Law School Case Brief
Kelley v. Iowa State Univ. of Sci. & Tech. - 311 F. Supp. 3d 1051 (S.D. Iowa 2018)
Standing is a jurisdictional prerequisite that a court must address before addressing merits questions. In its constitutional dimension, standing imports justiciability: whether the plaintiff has made out a case or controversy between himself and the defendant within the meaning of U.S. Const. art. III. This is the threshold question in every federal case, determining the power of the court to entertain the suit. To demonstrate constitutional standing, a plaintiff must show (1) an injury in fact that is (2) fairly traceable to the challenged action of the defendant, and (3) is likely to be redressed by a favorable decision in court. The plaintiff bears the burden to establish standing for each claim she asserts. Each element required to demonstrate standing must be supported in the same way as any other matter on which the plaintiff bears the burden of proof, i.e., with the manner and degree of evidence required at the successive stages of the litigation.

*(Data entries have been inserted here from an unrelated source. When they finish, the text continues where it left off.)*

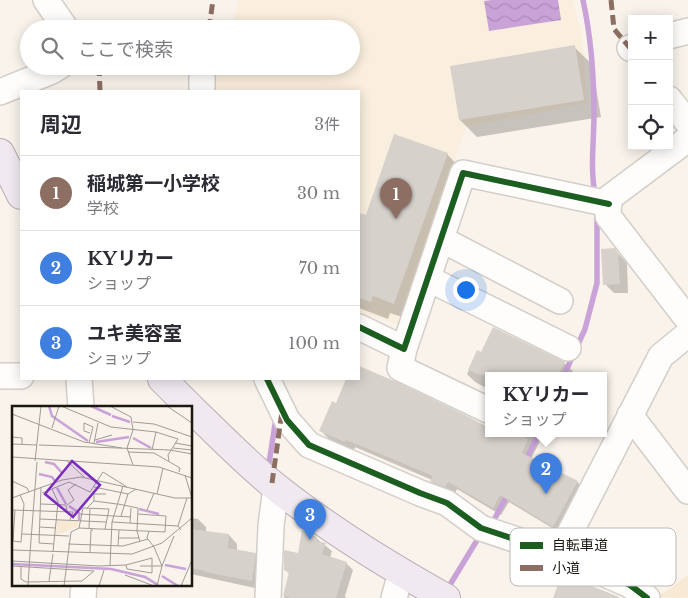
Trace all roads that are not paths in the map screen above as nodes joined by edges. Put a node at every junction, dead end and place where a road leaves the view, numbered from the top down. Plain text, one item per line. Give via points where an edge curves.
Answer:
1 (46, 0) edge
2 (60, 20) edge
3 (688, 31) edge
4 (673, 35) edge
5 (42, 75) edge
6 (202, 75) edge
7 (202, 90) edge
8 (0, 92) edge
9 (673, 104) edge
10 (688, 123) edge
11 (688, 140) edge
12 (0, 153) edge
13 (20, 193) edge
14 (599, 202) junction
15 (441, 239) junction
16 (429, 279) junction
17 (560, 301) dead end
18 (688, 320) edge
19 (360, 327) edge
20 (688, 334) edge
21 (568, 348) dead end
22 (404, 349) junction
23 (0, 376) edge
24 (20, 376) edge
25 (79, 380) edge
26 (163, 380) edge
27 (267, 380) edge
28 (81, 406) edge
29 (190, 406) edge
30 (192, 408) edge
31 (485, 409) edge
32 (630, 415) junction
33 (276, 487) junction
34 (688, 491) edge
35 (572, 528) edge
36 (510, 538) edge
37 (397, 585) edge
38 (631, 586) edge
39 (268, 598) edge
40 (446, 598) edge
41 (647, 598) edge

1 - 2 street
3 - 4 street
5 - 8 street
6 - 7 street
9 - 10 street
11 - 14 street
12 - 13 main road
14 - 15 street via 463,173
14 - 18 street
15 - 16 street
15 - 17 street
16 - 21 street
16 - 22 street
19 - 22 street
20 - 32 street via 661,356
22 - 31 street via 400,368
23 - 24 street
25 - 28 street
26 - 29 main road
27 - 36 street via 287,420 309,445 447,503 481,528
30 - 33 main road
32 - 34 street
32 - 35 street
33 - 37 main road via 332,529
33 - 39 street
37 - 40 main road
38 - 41 street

Defendant Iowa State Univerity (ISU) is a public state university located in Ames, Iowa, and as such, is the recipient of federal financial assistance. Plaintiff Kelley was employed by ISU as ISU's equal opportunity director and Title IX coordinator from February 4, 2013, to October 14, 2015. Kelley's immediate supervisor was Miles Lackey, Associate Vice President and Chief of Staff of ISU, who reported directly to then-President Steven Leath. Kelley was ISU's first equal opportunity director, and upon her hiring, was told by Associate Vice President Lackey that he wanted her to be "'the face' of the Equal Opportunity office on campus." Kelley alleges that, during her tenure as Title IX coordinator, she became increasingly concerned with ISU's compliance with Title IX, yet "began to receive pushback from other administrators regarding Title IX compliance issues." According to Kelley, ISU bypassed her office by directing student Title IX complainants to the Dean of Students Office or to University Human Resources, entities she alleges had a vested interest in the outcome of the Title IX complaints. Kelley received a performance evaluation on February 25, 2014. During the meeting, Associate Vice President Lackey told Kelley "she needed to exhibit better ways to 'collaborate' and 'show leadership.'" On September 4, 2015, Kelley received her final performance evaluation. On October 14, 2015, five weeks and five days after the evaluation, Associate Vice President Lackey fired Kelley.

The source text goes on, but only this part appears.